Tyson Fury now stands 6ft 9in and fights at 18-stone-something. He’s a giant but such an odd-looking figure too, bald and ungainly, almost humdrum, seeming much less muscular than must obviously be the case, since in action he is fast and lithe as well as strong.

He became British heavyweight champion in 2014, and in 2015 heavyweight champion of the world after defeating Wladimir Klitschko. He had fulfilled the ambition of his life — and his life promptly fell apart. He became suicidally depressed, he failed drugs tests, drank heavily, became monstrously fat, was deemed unfit to fight, and in 2016 surrendered his titles.

However, after two years out, Fury made an extraordinarily courageous comeback. In December 2018 he fought WBC champion Deontay Wilder, reputedly the hardest hitter ever. Wilder floored Fury twice, in the last round with a punch it seemed impossible anyone could come back from. But he got up and beat the count. The bout was judged a draw, although Fury felt he had won.

And that’s where this documentary starts. We see him at home in grey Morecambe, with Paris, punchy and articulate in her own right, and their five children, the boys all named Prince — “I’m a king, they’re princes”, Fury explains. His happiness is very dependent on his wife, he admits.

She’s pretty tough too, it’s soon clear. In tonight’s programme, when he slips off to the pub she rings him there to say: “I’m not talking to you, f*** off, don’t bother coming home.”

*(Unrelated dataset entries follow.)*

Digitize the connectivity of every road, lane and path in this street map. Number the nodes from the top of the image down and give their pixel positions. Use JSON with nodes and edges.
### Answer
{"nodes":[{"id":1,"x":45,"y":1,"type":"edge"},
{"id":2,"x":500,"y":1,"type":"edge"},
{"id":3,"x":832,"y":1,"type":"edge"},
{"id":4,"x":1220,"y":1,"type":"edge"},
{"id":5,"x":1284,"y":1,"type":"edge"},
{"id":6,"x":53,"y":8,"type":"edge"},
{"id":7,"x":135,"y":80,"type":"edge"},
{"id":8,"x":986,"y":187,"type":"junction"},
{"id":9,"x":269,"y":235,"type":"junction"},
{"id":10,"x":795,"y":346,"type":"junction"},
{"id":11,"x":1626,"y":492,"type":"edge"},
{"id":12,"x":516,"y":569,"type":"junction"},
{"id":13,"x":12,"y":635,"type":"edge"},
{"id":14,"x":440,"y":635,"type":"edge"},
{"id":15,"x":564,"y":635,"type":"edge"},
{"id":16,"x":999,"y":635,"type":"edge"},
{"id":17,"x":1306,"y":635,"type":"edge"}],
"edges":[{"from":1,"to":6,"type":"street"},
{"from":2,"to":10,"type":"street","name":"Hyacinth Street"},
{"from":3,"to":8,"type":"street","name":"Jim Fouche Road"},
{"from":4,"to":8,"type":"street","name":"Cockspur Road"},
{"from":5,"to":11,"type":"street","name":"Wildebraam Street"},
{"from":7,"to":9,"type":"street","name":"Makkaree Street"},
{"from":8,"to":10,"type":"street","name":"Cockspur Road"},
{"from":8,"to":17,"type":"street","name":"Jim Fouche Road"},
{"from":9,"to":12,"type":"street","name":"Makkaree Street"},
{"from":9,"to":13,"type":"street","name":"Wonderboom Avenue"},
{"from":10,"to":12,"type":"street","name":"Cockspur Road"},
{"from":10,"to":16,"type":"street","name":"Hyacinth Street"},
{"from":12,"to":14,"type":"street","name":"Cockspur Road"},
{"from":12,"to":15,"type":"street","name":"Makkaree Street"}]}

The couple share five children (Optomen Television)
The couple share five children (Optomen Television)

When she visits him at a training camp in Marbella, his excitement is really touching. But they have an argument at the airport. “Tyson’s always been difficult, Tyson’s always had this like split personality, where one minute he’s high, one minute he’s low. He got diagnosed — bipolar got mentioned, schizophrenia got mentioned. It’s like living with Droopy and a Smurf, you don’t know which one you’re going to get,” she says. But she also says: “From 16 years old, I’ve loved this man.”

The first part of this documentary built up to Fury’s first fight after Wilder, with German boxer Tom Schwarz in Vegas, a quick victory with a technical KO. Tonight the climax is his much more difficult bout last September with Swedish southpaw Otto Wallin, in which Fury got badly cut.

Watching back at home at four in the morning, his sparky nine-year-old daughter Venezuela’s eyes well with tears. This Saturday, Fury faces Wilder again... and after watching this I’m hoping he biffs him good.